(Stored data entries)
================

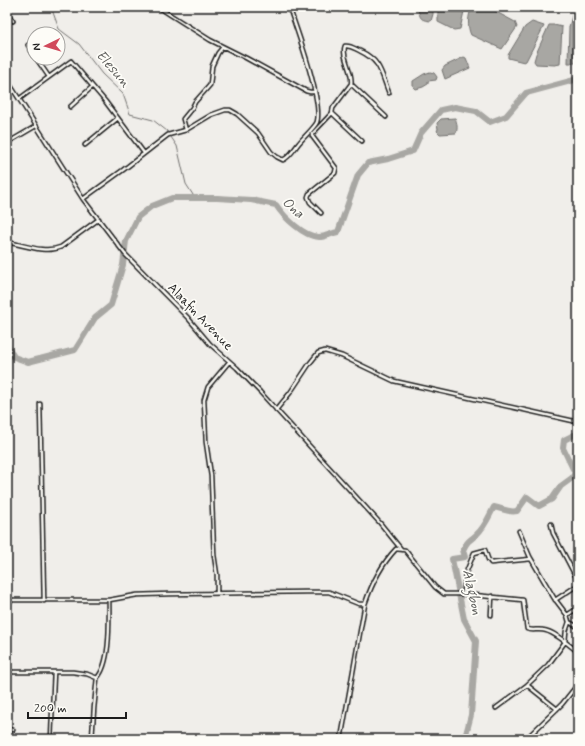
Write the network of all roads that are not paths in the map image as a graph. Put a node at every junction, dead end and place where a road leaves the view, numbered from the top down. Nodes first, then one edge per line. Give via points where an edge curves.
1 (158, 7) edge
2 (289, 7) edge
3 (7, 13) edge
4 (13, 21) dead end
5 (223, 47) junction
6 (41, 66) edge
7 (48, 77) junction
8 (7, 80) edge
9 (351, 84) junction
10 (92, 87) junction
11 (314, 92) junction
12 (389, 93) dead end
13 (19, 99) junction
14 (70, 107) dead end
15 (332, 113) junction
16 (386, 117) dead end
17 (118, 118) junction
18 (317, 120) junction
19 (323, 123) junction
20 (36, 126) junction
21 (186, 130) junction
22 (362, 141) dead end
23 (7, 143) edge
24 (85, 145) dead end
25 (144, 153) junction
26 (83, 199) junction
27 (321, 213) dead end
28 (99, 219) junction
29 (7, 242) edge
30 (230, 362) junction
31 (40, 404) dead end
32 (276, 410) junction
33 (578, 422) edge
34 (551, 524) dead end
35 (519, 531) dead end
36 (401, 549) junction
37 (531, 559) junction
38 (578, 581) edge
39 (578, 585) edge
40 (217, 592) junction
41 (463, 594) junction
42 (492, 596) junction
43 (7, 600) edge
44 (109, 600) junction
45 (555, 600) junction
46 (44, 601) junction
47 (365, 604) junction
48 (578, 608) edge
49 (567, 615) junction
50 (491, 616) dead end
51 (569, 622) junction
52 (578, 627) edge
53 (565, 642) junction
54 (578, 652) edge
55 (7, 672) edge
56 (54, 672) junction
57 (97, 678) junction
58 (578, 684) edge
59 (527, 685) junction
60 (496, 708) dead end
61 (557, 709) junction
62 (7, 729) edge
63 (13, 730) dead end
64 (530, 735) dead end
65 (50, 739) edge
66 (92, 739) edge
67 (341, 739) edge

1 - 5 street
2 - 11 street
3 - 4 street
5 - 11 street
5 - 21 street via 212,66 210,85 183,119
6 - 7 street
7 - 10 street via 71,61
7 - 13 street
8 - 13 street, Alaafin Avenue
9 - 12 street via 344,49 347,45 375,61
9 - 15 street
9 - 16 street
10 - 14 street
10 - 17 street
11 - 18 street via 318,110
13 - 20 street, Alaafin Avenue
15 - 19 street
15 - 22 street
17 - 24 street
17 - 25 street
18 - 19 street
18 - 21 street via 283,160 271,152 258,132 230,110 221,111
19 - 27 street via 312,136 336,170 308,197
20 - 23 street
20 - 26 street, Alaafin Avenue
21 - 25 street via 170,134
25 - 26 street
26 - 28 street, Alaafin Avenue
28 - 29 street via 56,250
28 - 30 street, Alaafin Avenue via 125,254
30 - 32 street, Alaafin Avenue
30 - 40 street via 208,387 204,400
31 - 46 street
32 - 33 street via 310,363 324,351 342,356 394,381
32 - 36 street, Alaafin Avenue
34 - 38 street
35 - 37 street
36 - 41 street, Alaafin Avenue via 408,553 440,592
36 - 47 street via 396,549 382,566
37 - 41 street via 491,563 485,550 474,553 465,575
37 - 45 street
39 - 45 street
40 - 44 street via 137,595
40 - 47 street via 329,592
41 - 42 street
42 - 50 street
42 - 53 street via 523,600 527,629 544,630
43 - 46 street
44 - 46 street
44 - 57 street via 106,657
45 - 49 street
47 - 67 street
48 - 49 street
49 - 51 street
51 - 52 street
51 - 53 street
53 - 54 street
53 - 59 street via 548,665
55 - 56 street
56 - 57 street via 87,674
56 - 65 street
57 - 66 street
58 - 61 street
59 - 60 street
59 - 61 street
61 - 64 street
62 - 63 street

================

Among the records, find every line holding the word "Alaafin" and copy it.

8 - 13 street, Alaafin Avenue
13 - 20 street, Alaafin Avenue
20 - 26 street, Alaafin Avenue
26 - 28 street, Alaafin Avenue
28 - 30 street, Alaafin Avenue via 125,254
30 - 32 street, Alaafin Avenue
32 - 36 street, Alaafin Avenue
36 - 41 street, Alaafin Avenue via 408,553 440,592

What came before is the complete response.